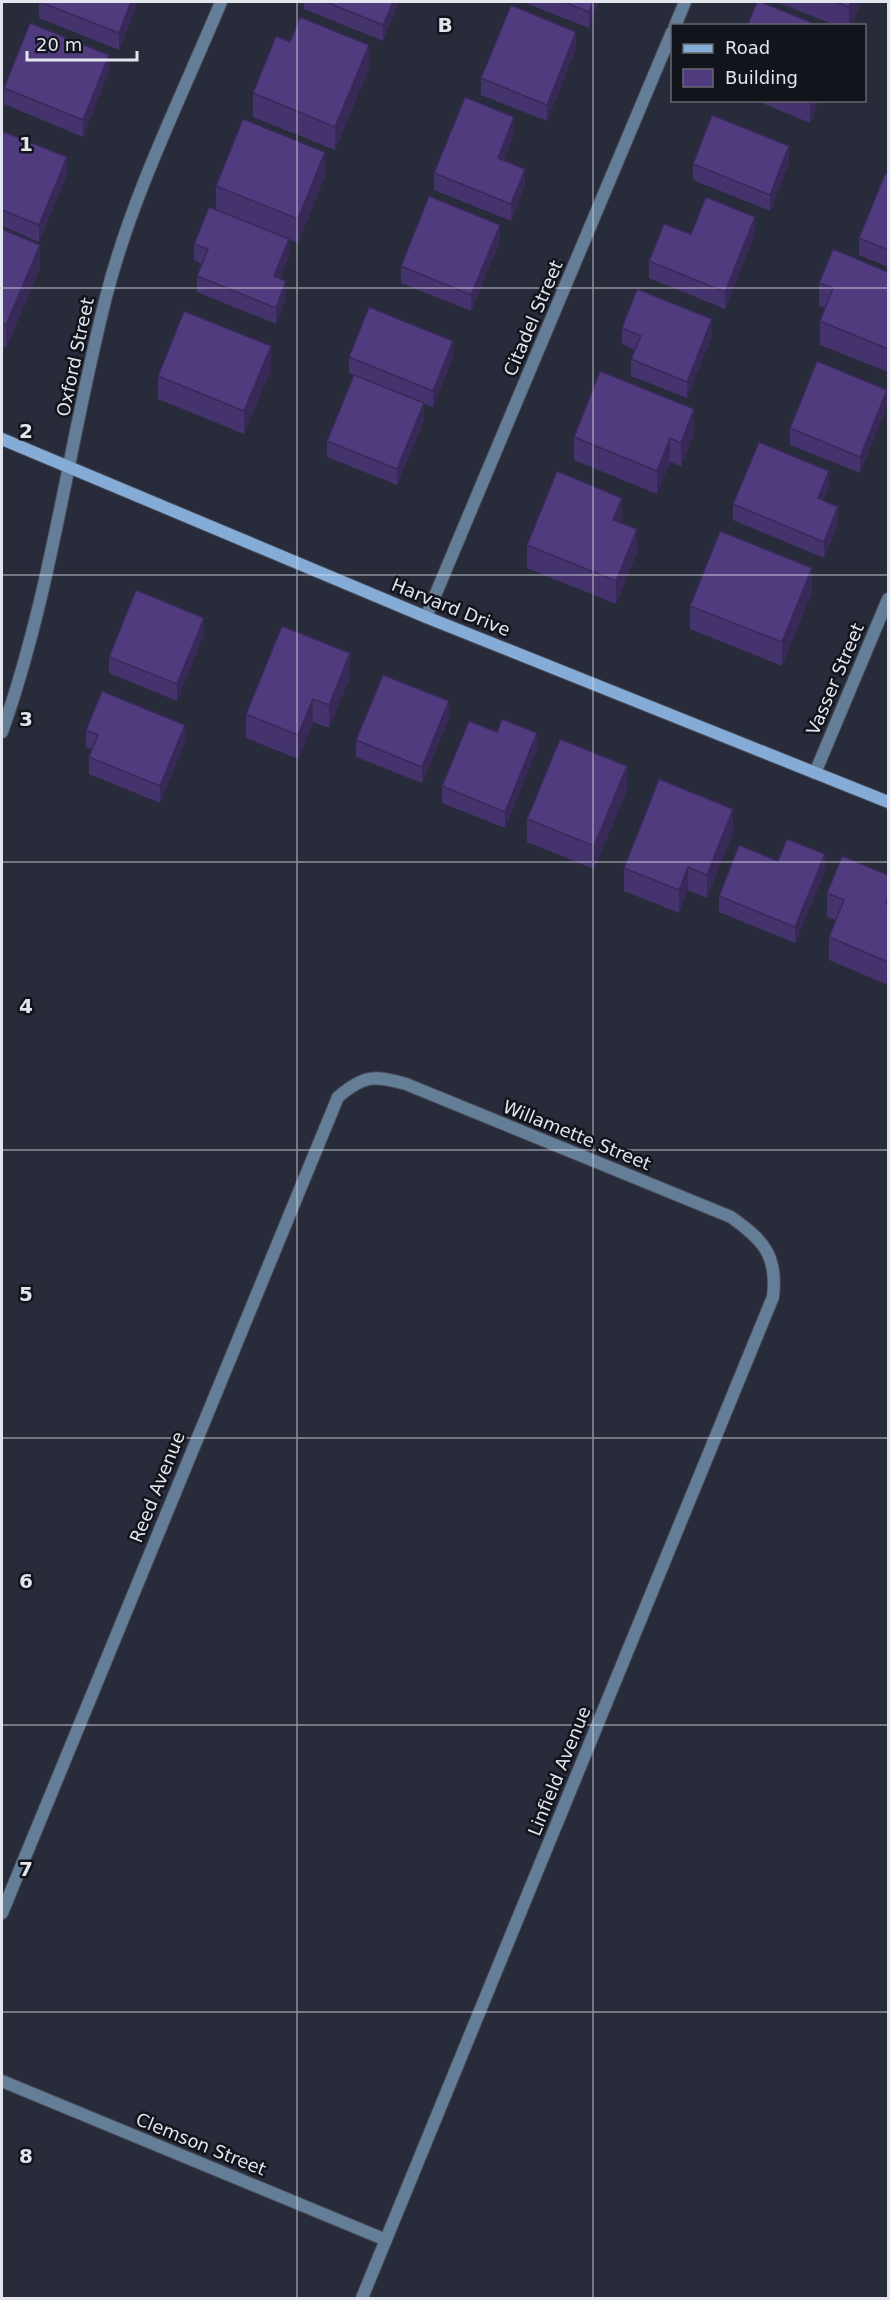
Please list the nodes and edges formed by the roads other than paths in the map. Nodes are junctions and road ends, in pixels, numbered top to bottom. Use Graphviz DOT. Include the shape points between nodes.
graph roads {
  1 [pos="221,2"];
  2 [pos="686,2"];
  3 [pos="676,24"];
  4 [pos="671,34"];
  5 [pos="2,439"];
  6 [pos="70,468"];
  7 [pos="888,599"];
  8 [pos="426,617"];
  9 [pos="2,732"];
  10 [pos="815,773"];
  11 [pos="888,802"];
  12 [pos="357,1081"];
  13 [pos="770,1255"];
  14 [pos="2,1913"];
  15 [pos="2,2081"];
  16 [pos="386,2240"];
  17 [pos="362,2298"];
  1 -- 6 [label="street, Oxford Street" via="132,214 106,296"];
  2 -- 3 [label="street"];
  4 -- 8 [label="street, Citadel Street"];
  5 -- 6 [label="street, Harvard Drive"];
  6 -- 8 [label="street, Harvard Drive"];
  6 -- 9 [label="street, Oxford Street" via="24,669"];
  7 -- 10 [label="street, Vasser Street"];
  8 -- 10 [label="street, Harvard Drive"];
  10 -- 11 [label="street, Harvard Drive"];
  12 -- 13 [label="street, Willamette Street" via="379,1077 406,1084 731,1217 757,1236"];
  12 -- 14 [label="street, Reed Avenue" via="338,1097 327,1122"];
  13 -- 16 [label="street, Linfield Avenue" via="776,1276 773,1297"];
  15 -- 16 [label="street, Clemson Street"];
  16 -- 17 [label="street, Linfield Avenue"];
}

### TASK ITEM:
Leaving pictures aside, write out each record above exactly as given.

### RESPONSE AREA:
Please list the nodes and edges formed by the roads other than paths in the map. Nodes are junctions and road ends, in pixels, numbered top to bottom. Use Graphviz DOT. Include the shape points between nodes.
graph roads {
  1 [pos="221,2"];
  2 [pos="686,2"];
  3 [pos="676,24"];
  4 [pos="671,34"];
  5 [pos="2,439"];
  6 [pos="70,468"];
  7 [pos="888,599"];
  8 [pos="426,617"];
  9 [pos="2,732"];
  10 [pos="815,773"];
  11 [pos="888,802"];
  12 [pos="357,1081"];
  13 [pos="770,1255"];
  14 [pos="2,1913"];
  15 [pos="2,2081"];
  16 [pos="386,2240"];
  17 [pos="362,2298"];
  1 -- 6 [label="street, Oxford Street" via="132,214 106,296"];
  2 -- 3 [label="street"];
  4 -- 8 [label="street, Citadel Street"];
  5 -- 6 [label="street, Harvard Drive"];
  6 -- 8 [label="street, Harvard Drive"];
  6 -- 9 [label="street, Oxford Street" via="24,669"];
  7 -- 10 [label="street, Vasser Street"];
  8 -- 10 [label="street, Harvard Drive"];
  10 -- 11 [label="street, Harvard Drive"];
  12 -- 13 [label="street, Willamette Street" via="379,1077 406,1084 731,1217 757,1236"];
  12 -- 14 [label="street, Reed Avenue" via="338,1097 327,1122"];
  13 -- 16 [label="street, Linfield Avenue" via="776,1276 773,1297"];
  15 -- 16 [label="street, Clemson Street"];
  16 -- 17 [label="street, Linfield Avenue"];
}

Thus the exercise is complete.